A Chinese-American who doubled as both an office staffer and Feinstein’s personal driver, the agent reportedly was handled by officials based out of the People’s Republic of China’s consulate in San Francisco, which Feinstein helped set up when she was mayor of that city. He even attended consulate functions for the senator. -New York Post
According to Feinstein, the staffer was fired "immediately" after the FBI warned her five years ago that Chinese intelligence had infiltrated her office. Feinstein claims he had "no access to sensitive information" and that he was never charged with espionage.
That said - FBI officials warned Feinstein in June of 1996, after the staffer began working for her, that the agency had detected efforts by the Chinese government to seek favor with the Senator - possibly in the form of illegal and laundered campaign contributions. Feinstein was on the East Asian and Pacific affairs subcommittee of the Foreign Relations Committee at the time.
That warning was right on the money, notes Sperry:
One Chinese bagman, Nanping-born John Huang, showed up at Feinstein’s San Francisco home for a fundraising dinner with a Beijing official tied to the People’s Bank of China and the Communist Party Committee. As a foreign national, the official wasn’t legally qualified to make the $50,000-a-plate donation to dine at the banquet.
After a Justice Department task force investigated widespread illegal fundraising during the 1996 Clinton re-election campaign, Feinstein returned more than $12,000 in contributions from donors associated with Huang, who was later convicted of campaign-finance fraud along with other Beijing bagmen. The DNC and the Clinton campaign had to return millions in ill-gotten cash. -New York Post
Despite the jig being up, Beijing still received an extension of its favored trade status, "thanks in part to Feinstein," who in turn embarked on a campaign to minimize China's human rights abuses - for example equating Beijing's 1989 Tiananmen Square massacre to the 1970 Kent State shootings in terms of both nations "charting the evolution of human rights in both countries over the last 20 to 30 years," that "would point out the successes and failures — both Tiananmen Square and Kent State — and make recommendations for goals for the future."
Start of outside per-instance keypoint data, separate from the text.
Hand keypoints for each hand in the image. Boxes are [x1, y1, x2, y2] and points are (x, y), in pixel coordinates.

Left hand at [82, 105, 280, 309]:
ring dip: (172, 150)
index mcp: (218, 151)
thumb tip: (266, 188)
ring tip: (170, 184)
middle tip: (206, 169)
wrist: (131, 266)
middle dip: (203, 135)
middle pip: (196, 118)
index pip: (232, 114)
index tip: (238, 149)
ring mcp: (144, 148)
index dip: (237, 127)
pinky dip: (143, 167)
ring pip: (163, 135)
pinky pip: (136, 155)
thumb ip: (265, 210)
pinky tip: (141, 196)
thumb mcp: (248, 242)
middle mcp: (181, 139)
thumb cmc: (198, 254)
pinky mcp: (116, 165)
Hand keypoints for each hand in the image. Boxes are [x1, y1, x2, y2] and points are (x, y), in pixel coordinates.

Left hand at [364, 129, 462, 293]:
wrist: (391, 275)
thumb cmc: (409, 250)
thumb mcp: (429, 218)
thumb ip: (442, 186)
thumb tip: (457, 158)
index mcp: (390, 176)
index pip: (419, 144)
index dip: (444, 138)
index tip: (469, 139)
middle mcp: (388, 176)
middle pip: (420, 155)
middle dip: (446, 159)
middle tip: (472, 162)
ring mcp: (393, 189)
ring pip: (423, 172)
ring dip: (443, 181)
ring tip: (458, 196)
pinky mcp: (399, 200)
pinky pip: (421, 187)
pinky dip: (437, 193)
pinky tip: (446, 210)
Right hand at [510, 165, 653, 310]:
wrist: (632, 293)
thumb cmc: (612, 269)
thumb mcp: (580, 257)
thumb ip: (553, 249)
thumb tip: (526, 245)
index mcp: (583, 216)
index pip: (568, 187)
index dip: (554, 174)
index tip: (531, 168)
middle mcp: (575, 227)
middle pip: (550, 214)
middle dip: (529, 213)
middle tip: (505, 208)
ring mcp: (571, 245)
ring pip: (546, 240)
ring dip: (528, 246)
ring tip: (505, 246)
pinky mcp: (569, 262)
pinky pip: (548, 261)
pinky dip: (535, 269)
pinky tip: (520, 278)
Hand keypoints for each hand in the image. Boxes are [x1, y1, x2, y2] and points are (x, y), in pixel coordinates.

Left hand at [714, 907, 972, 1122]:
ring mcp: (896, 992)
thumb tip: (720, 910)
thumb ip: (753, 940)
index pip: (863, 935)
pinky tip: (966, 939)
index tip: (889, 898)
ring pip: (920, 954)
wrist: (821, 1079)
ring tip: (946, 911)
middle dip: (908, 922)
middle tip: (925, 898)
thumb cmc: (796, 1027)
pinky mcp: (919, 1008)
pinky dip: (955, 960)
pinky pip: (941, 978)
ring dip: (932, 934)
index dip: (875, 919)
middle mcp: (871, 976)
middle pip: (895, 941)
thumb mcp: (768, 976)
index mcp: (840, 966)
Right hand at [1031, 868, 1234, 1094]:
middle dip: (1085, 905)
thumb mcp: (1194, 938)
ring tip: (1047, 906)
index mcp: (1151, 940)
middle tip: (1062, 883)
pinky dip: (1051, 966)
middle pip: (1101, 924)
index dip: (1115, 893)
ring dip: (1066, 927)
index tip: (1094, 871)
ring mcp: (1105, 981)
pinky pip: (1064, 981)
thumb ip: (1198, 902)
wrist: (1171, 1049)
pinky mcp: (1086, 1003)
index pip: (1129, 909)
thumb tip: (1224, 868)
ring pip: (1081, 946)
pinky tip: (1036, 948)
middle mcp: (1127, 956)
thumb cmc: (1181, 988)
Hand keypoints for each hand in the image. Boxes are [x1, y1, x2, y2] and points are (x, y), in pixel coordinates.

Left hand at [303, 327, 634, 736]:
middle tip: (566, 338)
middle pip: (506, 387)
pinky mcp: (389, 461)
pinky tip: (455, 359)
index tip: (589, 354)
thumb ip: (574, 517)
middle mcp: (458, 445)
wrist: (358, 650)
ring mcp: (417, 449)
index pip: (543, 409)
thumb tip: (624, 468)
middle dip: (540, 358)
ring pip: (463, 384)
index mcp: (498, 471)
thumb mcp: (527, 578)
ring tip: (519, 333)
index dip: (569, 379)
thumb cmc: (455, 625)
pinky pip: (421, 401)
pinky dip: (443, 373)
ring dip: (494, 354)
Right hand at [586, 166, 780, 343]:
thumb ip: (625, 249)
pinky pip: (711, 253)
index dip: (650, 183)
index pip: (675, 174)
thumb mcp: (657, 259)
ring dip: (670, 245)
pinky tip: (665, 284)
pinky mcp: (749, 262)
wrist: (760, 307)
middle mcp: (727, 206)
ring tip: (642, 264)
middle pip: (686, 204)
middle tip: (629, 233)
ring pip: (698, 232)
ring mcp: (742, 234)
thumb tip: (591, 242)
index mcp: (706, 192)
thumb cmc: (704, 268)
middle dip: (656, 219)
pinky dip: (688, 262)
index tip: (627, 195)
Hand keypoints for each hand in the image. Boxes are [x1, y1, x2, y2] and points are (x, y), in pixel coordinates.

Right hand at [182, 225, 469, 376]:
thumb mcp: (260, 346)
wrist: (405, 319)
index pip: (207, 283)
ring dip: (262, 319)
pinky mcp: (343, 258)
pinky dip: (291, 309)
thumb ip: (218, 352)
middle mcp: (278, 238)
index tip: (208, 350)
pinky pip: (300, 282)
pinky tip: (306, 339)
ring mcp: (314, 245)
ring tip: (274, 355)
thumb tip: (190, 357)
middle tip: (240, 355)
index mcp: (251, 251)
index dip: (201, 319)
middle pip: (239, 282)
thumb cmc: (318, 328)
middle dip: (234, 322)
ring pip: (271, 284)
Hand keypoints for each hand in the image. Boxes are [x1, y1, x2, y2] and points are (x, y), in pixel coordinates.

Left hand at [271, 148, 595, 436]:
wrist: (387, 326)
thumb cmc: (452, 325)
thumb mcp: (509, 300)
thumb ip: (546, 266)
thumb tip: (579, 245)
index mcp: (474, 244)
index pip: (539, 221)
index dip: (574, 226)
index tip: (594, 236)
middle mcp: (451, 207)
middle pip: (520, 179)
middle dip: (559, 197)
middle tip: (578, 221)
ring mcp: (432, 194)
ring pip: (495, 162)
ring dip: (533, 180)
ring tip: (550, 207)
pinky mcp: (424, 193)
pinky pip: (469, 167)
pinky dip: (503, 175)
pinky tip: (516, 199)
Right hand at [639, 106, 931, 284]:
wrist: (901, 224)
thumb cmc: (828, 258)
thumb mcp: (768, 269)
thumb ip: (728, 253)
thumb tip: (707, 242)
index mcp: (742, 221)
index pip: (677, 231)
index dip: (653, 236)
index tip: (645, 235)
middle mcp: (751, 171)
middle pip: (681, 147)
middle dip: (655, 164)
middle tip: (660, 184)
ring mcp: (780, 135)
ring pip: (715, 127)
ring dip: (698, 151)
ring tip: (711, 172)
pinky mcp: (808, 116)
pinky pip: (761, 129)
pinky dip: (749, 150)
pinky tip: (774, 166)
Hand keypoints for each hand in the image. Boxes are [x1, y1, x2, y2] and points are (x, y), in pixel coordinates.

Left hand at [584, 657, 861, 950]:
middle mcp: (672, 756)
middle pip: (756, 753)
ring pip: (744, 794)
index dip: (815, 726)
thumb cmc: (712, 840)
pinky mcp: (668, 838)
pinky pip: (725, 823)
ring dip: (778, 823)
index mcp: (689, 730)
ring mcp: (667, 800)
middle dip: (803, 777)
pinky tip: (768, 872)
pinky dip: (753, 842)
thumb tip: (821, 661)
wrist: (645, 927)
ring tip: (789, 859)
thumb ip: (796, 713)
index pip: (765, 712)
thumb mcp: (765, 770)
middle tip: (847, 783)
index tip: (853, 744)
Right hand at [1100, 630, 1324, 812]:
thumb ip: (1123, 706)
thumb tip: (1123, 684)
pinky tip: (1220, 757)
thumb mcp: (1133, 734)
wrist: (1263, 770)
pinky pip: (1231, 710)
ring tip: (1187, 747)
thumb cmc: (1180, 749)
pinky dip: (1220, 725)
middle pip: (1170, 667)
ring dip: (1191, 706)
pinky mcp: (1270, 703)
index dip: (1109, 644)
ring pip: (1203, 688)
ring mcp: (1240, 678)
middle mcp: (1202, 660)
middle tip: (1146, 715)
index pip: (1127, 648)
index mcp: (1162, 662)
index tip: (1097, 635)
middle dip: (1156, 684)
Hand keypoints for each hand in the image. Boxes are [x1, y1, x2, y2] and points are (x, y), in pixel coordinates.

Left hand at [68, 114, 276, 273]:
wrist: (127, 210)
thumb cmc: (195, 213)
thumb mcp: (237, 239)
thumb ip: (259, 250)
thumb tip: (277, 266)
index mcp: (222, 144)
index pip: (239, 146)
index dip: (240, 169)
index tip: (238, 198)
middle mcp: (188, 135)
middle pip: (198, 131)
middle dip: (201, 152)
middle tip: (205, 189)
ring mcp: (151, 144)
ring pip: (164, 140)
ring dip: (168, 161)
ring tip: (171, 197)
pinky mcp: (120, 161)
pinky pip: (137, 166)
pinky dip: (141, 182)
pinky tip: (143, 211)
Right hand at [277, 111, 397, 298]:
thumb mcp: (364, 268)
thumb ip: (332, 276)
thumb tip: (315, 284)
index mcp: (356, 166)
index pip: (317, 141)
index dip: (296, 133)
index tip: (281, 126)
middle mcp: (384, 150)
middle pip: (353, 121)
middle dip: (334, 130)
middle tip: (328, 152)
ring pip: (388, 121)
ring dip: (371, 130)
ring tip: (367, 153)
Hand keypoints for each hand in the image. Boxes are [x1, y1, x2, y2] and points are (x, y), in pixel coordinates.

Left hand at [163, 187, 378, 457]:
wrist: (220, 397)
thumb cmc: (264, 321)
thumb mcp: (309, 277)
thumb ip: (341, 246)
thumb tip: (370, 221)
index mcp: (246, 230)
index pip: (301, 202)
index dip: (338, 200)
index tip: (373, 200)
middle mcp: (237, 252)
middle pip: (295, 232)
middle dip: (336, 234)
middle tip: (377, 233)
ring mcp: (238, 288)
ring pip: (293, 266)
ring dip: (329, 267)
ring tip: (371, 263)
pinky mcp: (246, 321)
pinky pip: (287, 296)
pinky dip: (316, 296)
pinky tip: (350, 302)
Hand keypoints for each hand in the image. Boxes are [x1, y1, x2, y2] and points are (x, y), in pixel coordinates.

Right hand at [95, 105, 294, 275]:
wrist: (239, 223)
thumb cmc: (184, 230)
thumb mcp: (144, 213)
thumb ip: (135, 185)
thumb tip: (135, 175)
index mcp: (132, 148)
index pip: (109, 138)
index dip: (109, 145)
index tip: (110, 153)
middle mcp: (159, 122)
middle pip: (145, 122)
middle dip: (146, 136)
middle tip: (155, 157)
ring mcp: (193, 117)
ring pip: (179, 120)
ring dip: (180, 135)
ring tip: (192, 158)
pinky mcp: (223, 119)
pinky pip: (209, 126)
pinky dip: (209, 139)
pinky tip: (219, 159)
Feinstein was also key in bringing China into the World Trade Organization in 1999 - giving Beijing a permanent normal trade relations status, as well as removing Congress's mandate to review human rights abuses and weapons-proliferation records.
According to Sperry, Feinstein still travels to China every year with her multi-milionaire husband, Richard C. Blum, who appears to have benefitted enormously from the relationship.
Starting in 1996, as China was aggressively currying favor with his wife, Blum was able to take large stakes in Chinese state-run steel and food companies, and has brokered over $100 million in deals in China since then — with the help of partners who sit on the boards of Chinese military front companies like COSCO and CITIC. -New York Post
No wonder she's one of the richest members in Congress!